━━━ Supplied data ━━━

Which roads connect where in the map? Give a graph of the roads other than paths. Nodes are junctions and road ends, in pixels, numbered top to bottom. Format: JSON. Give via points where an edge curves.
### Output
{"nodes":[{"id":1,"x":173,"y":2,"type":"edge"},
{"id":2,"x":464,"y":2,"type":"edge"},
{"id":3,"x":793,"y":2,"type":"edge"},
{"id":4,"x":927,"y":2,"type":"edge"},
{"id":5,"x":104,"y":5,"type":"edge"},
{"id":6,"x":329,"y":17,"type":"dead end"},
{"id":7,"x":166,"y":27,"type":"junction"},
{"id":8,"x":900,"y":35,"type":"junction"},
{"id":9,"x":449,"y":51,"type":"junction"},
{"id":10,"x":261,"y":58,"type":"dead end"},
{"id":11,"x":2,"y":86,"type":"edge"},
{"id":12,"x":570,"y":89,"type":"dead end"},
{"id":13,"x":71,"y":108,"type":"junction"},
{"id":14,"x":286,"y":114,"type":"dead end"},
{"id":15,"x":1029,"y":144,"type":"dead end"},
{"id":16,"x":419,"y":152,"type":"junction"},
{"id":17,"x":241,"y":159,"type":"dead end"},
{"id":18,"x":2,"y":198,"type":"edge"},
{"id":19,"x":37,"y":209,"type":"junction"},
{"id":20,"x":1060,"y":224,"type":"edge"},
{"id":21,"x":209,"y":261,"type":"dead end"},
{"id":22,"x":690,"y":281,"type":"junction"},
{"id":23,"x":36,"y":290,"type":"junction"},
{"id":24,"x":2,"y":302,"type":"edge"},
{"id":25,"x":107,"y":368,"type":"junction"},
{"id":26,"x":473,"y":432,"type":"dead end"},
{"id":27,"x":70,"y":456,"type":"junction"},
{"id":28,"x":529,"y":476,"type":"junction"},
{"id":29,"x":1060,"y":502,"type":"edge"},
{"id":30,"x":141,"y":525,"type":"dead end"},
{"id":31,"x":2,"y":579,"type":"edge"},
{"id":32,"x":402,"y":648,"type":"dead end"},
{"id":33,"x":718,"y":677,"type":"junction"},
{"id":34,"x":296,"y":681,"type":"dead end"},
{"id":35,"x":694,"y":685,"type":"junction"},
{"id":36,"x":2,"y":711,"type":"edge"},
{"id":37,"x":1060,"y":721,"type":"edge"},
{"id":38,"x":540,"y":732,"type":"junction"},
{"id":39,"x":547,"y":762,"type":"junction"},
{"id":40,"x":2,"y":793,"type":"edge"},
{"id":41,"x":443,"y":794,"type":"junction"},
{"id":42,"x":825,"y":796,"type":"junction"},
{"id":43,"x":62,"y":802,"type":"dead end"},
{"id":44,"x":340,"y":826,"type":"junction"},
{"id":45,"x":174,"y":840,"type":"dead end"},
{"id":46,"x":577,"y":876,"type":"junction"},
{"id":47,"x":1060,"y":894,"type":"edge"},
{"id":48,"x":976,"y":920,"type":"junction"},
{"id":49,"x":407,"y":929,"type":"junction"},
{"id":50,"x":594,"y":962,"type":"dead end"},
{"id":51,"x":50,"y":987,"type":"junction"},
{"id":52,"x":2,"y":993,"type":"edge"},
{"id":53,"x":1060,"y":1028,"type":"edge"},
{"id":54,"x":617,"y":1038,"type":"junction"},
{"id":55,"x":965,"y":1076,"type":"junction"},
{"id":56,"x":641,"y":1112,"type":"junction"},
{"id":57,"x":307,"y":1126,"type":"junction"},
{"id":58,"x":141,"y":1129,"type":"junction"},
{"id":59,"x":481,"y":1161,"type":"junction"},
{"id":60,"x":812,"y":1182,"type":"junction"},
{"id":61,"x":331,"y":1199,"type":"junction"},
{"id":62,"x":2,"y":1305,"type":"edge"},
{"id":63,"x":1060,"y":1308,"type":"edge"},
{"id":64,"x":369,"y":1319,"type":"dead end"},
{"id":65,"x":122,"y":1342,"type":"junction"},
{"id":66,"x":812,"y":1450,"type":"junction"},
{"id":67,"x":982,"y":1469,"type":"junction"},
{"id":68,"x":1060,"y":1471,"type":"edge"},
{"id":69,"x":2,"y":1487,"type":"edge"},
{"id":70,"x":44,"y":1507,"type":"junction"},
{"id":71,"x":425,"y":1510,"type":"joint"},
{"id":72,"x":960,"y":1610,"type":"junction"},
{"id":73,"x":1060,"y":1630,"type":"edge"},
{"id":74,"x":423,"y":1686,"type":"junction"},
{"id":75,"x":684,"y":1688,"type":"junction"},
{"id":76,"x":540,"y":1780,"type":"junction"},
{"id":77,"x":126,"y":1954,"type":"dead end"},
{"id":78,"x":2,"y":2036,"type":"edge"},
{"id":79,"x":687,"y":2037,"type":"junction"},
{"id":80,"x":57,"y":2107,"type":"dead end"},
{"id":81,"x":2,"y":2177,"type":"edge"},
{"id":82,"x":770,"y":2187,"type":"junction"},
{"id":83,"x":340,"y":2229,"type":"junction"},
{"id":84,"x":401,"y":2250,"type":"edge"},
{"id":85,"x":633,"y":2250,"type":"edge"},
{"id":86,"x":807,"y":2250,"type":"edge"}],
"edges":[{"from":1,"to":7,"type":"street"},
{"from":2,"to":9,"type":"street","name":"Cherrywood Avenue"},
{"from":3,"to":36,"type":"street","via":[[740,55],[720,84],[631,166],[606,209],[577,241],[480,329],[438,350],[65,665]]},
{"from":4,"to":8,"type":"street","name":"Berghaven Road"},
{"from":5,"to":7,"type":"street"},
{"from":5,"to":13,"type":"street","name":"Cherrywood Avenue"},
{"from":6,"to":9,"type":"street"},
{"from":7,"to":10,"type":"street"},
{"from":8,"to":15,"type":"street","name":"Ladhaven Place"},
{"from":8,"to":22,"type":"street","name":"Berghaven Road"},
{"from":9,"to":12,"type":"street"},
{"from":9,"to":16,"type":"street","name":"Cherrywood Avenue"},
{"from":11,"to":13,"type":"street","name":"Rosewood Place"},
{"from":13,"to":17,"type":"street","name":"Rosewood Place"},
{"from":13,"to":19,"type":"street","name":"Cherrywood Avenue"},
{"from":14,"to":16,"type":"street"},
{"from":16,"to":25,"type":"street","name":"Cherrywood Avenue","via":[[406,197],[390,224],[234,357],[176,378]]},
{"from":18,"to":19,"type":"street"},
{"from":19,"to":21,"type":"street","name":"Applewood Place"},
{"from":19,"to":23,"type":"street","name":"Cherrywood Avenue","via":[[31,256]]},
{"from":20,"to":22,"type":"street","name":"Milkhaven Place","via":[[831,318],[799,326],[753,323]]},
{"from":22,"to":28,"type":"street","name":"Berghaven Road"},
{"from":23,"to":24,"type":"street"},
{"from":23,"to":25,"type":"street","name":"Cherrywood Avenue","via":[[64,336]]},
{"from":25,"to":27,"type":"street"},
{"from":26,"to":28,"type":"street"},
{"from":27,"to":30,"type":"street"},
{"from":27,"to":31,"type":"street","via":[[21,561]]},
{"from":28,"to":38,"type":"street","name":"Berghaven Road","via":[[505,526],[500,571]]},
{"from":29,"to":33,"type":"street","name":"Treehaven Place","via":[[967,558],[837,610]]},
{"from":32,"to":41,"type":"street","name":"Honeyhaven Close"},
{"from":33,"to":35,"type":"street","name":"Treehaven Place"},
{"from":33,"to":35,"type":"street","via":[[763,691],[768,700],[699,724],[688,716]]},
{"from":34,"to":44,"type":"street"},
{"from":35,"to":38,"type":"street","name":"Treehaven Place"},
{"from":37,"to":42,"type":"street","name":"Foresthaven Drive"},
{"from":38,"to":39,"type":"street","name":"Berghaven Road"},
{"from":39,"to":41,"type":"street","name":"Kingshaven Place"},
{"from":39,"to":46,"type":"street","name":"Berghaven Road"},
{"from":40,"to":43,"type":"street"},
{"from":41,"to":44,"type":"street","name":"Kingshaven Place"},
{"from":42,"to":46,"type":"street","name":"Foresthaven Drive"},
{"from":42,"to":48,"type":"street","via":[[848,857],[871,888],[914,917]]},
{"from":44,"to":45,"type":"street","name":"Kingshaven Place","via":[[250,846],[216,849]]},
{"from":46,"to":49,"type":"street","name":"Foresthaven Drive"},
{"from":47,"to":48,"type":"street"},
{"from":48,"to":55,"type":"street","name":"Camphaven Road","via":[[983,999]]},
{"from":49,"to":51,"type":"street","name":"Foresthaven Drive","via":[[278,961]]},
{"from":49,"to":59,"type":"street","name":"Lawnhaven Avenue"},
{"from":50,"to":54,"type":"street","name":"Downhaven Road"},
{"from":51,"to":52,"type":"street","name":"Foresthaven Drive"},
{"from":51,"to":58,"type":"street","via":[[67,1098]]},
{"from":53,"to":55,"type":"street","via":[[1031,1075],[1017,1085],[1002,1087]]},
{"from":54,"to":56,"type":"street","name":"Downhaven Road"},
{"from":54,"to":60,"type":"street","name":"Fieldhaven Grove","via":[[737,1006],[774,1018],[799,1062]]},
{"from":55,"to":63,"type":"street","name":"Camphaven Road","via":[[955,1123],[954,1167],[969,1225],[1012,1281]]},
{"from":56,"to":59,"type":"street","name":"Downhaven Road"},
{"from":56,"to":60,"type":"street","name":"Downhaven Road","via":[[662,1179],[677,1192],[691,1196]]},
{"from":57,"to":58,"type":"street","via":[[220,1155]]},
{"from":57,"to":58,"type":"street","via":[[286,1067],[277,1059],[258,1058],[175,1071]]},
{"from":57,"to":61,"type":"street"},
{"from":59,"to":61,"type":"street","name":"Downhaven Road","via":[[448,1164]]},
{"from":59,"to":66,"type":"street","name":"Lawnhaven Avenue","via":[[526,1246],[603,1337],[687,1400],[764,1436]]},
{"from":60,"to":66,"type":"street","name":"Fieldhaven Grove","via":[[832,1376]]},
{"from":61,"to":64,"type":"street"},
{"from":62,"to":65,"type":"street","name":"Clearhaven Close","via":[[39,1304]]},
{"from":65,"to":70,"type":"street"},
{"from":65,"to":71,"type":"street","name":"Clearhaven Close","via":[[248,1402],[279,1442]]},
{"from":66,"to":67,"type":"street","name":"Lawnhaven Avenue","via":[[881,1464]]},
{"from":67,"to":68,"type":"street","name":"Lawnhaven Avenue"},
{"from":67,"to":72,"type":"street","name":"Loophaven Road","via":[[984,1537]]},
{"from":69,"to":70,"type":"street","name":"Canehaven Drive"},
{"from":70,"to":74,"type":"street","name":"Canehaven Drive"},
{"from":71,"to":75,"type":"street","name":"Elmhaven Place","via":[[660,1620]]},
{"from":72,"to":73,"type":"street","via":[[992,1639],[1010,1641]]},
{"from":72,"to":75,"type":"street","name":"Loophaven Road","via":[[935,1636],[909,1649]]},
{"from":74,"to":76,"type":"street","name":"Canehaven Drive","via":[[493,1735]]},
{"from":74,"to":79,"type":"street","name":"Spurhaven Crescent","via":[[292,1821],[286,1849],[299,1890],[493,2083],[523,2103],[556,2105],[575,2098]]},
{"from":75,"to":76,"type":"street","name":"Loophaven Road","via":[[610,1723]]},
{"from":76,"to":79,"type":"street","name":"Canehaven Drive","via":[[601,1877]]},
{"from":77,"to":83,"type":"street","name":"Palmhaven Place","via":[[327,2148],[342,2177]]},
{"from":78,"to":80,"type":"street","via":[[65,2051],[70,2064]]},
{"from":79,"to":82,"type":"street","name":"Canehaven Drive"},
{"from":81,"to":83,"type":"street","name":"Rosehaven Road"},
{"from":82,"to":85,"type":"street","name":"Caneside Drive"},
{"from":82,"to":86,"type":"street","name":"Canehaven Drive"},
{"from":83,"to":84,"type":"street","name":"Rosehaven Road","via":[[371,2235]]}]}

━━━

> Exercise instructions: Check every line of the records above for the string "Rosewood". Copy those that hold it.

> Response:
{"from":11,"to":13,"type":"street","name":"Rosewood Place"},
{"from":13,"to":17,"type":"street","name":"Rosewood Place"},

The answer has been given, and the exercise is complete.